About this task = Output the first line below and each one after it, exactly, up to and including the line holding "Turn every road, lane". Pictures should not be copied.

Data records =
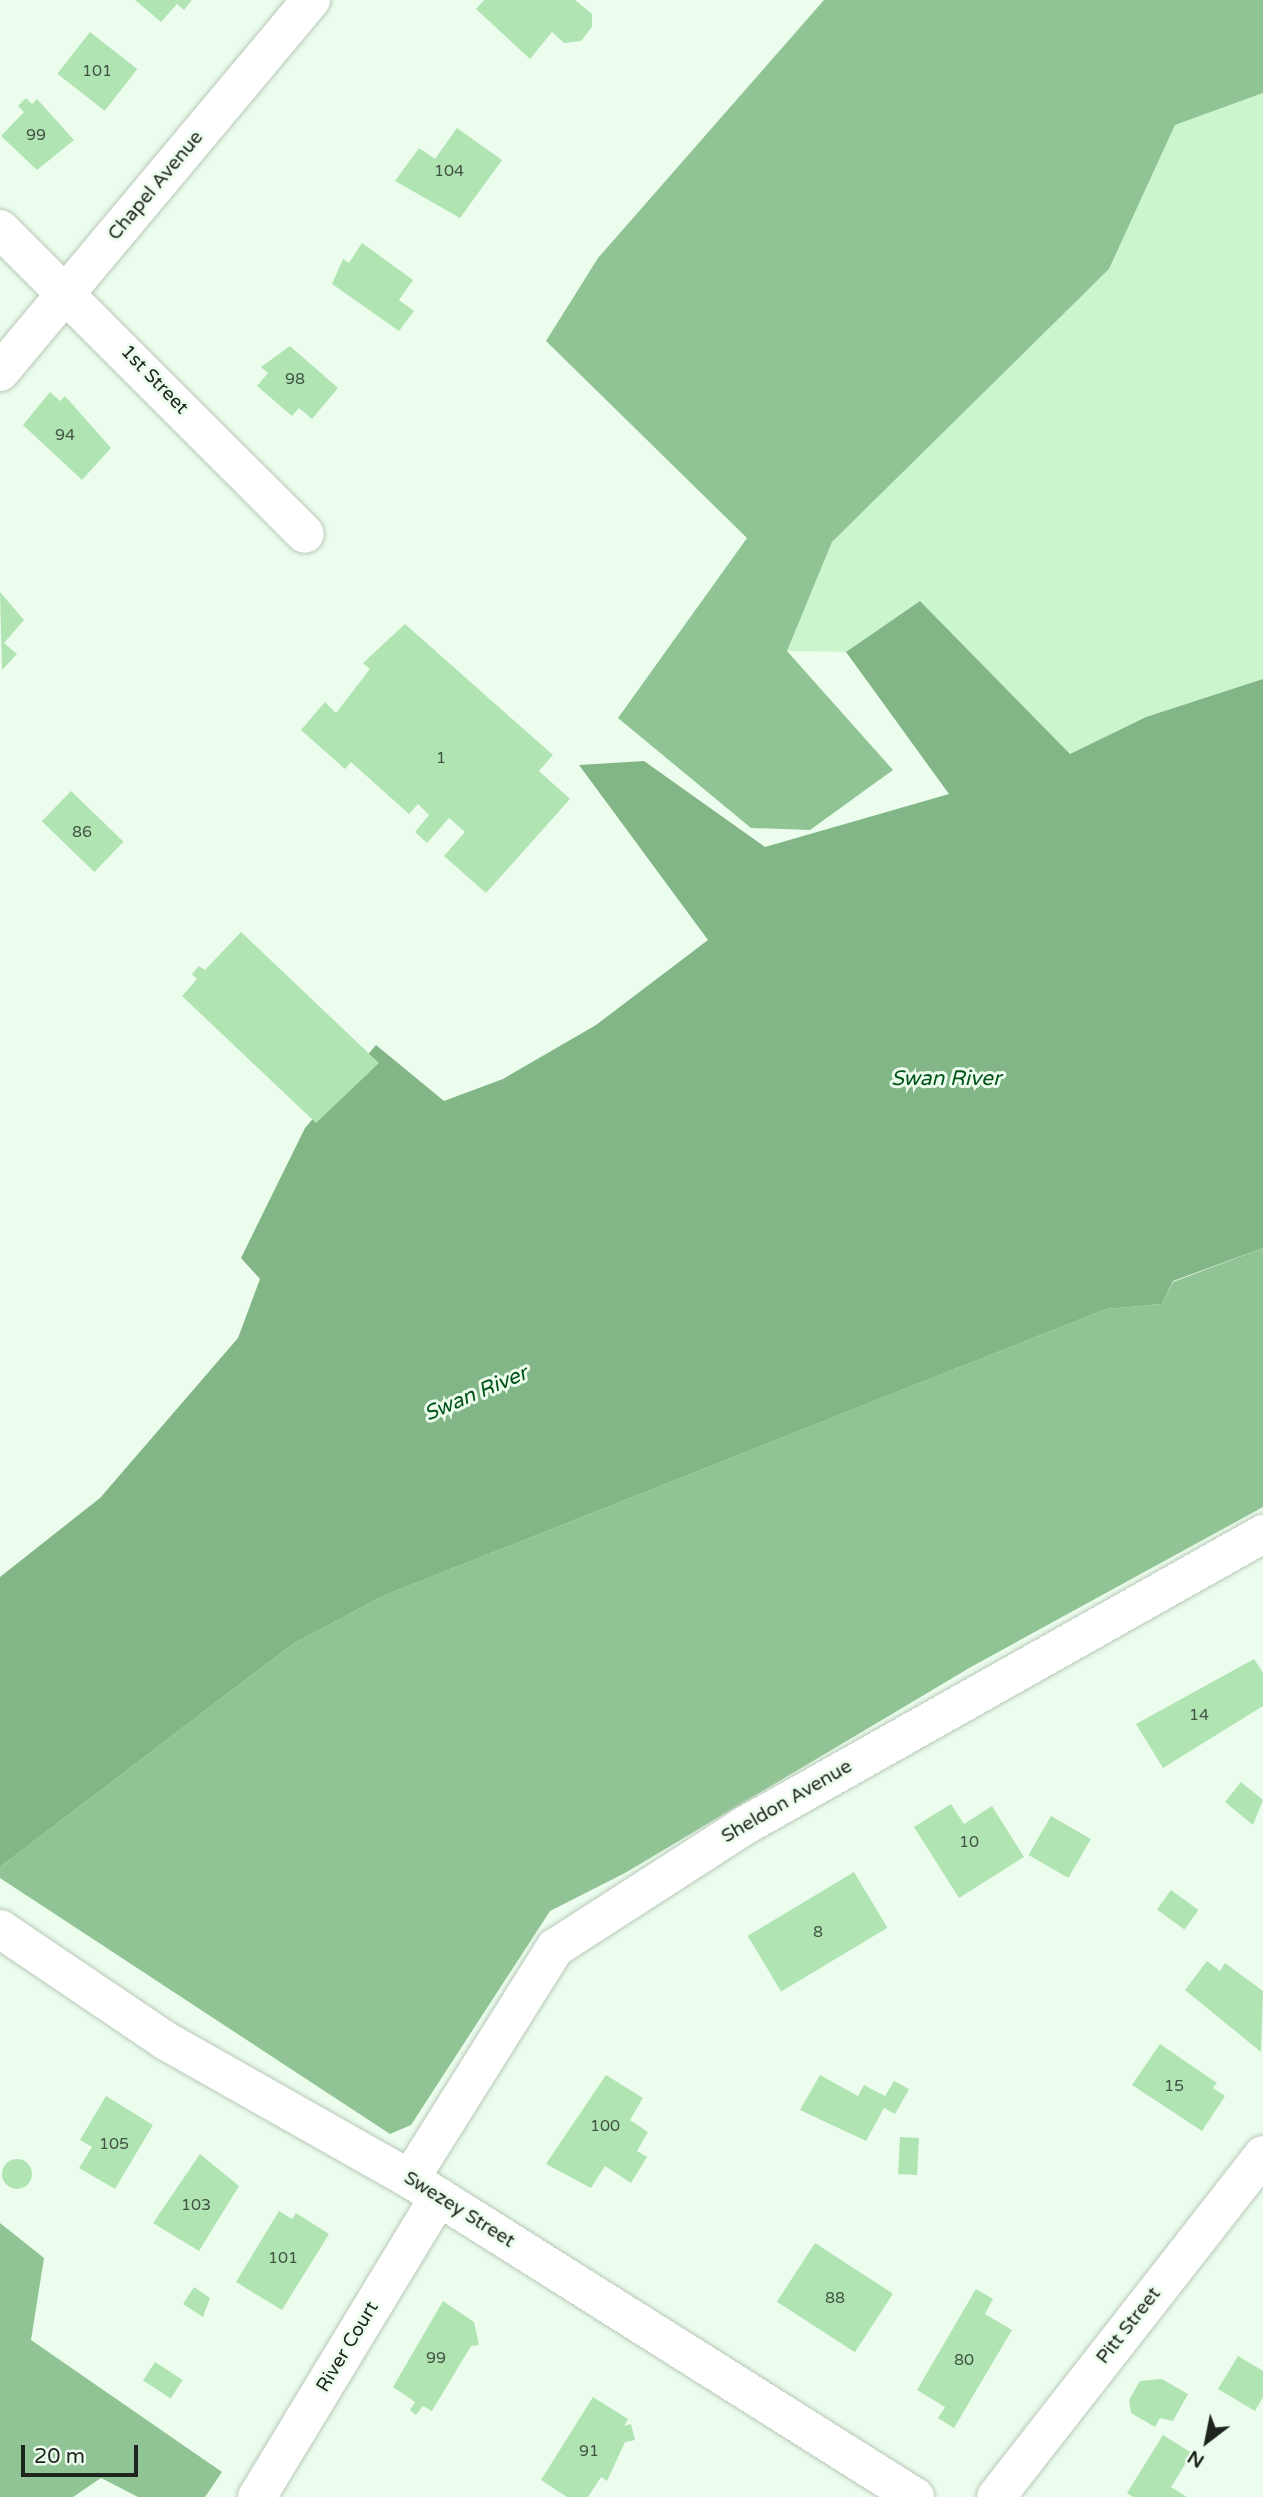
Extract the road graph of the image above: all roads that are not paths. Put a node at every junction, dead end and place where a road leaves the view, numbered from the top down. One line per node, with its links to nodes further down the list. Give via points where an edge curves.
1 (311, 0): 3 (street, Chapel Avenue)
2 (0, 229): 3 (street, 1st Street)
3 (68, 291): 4 (street, Chapel Avenue); 5 (street, 1st Street)
4 (0, 372)
5 (305, 534)
6 (1263, 1534): 9 (street, Sheldon Avenue, via 744,1826 555,1948)
7 (0, 1929): 9 (street, Swezey Street, via 166,2041)
8 (1263, 2155): 12 (street, Pitt Street)
9 (425, 2188): 10 (street, River Court); 11 (street, Swezey Street)
10 (257, 2497)
11 (915, 2497)
12 (996, 2497)

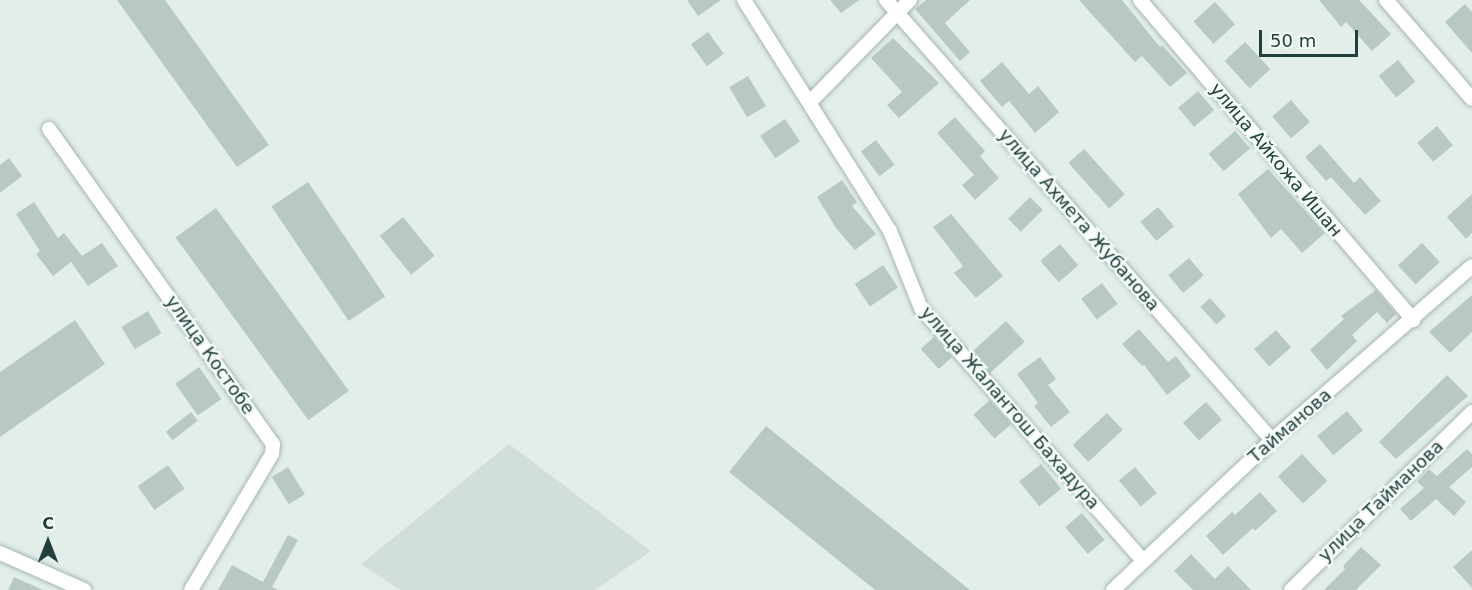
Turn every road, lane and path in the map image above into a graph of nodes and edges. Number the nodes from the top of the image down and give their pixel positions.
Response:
1 (744, 0) edge
2 (886, 0) edge
3 (910, 0) edge
4 (1140, 0) edge
5 (1386, 0) edge
6 (898, 13) junction
7 (1472, 99) edge
8 (810, 102) junction
9 (49, 129) dead end
10 (1472, 266) edge
11 (1413, 320) junction
12 (1472, 412) edge
13 (1272, 440) junction
14 (0, 553) edge
15 (1142, 560) junction
16 (84, 590) edge
17 (190, 590) edge
18 (1113, 590) edge
19 (1291, 590) edge

1 - 8 street, улица Жалантош Бахадура
2 - 6 street, улица Ахмета Жубанова
3 - 6 street
4 - 11 street, улица Айкожа Ишан
5 - 7 street
6 - 8 street
6 - 13 street, улица Ахмета Жубанова
8 - 15 street, улица Жалантош Бахадура
9 - 17 street, улица Костобе
10 - 11 street, Тайманова
11 - 13 street, Тайманова
12 - 19 street, улица Тайманова
13 - 15 street, Тайманова
14 - 16 street
15 - 18 street, Тайманова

Response below =
Extract the road graph of the image above: all roads that are not paths. Put a node at every junction, dead end and place where a road leaves the view, numbered from the top down. One line per node, with its links to nodes further down the list. Give via points where an edge curves.
1 (311, 0): 3 (street, Chapel Avenue)
2 (0, 229): 3 (street, 1st Street)
3 (68, 291): 4 (street, Chapel Avenue); 5 (street, 1st Street)
4 (0, 372)
5 (305, 534)
6 (1263, 1534): 9 (street, Sheldon Avenue, via 744,1826 555,1948)
7 (0, 1929): 9 (street, Swezey Street, via 166,2041)
8 (1263, 2155): 12 (street, Pitt Street)
9 (425, 2188): 10 (street, River Court); 11 (street, Swezey Street)
10 (257, 2497)
11 (915, 2497)
12 (996, 2497)

Turn every road, lane and path in the map image above into a graph of nodes and edges. Number the nodes from the top of the image down and give their pixel positions.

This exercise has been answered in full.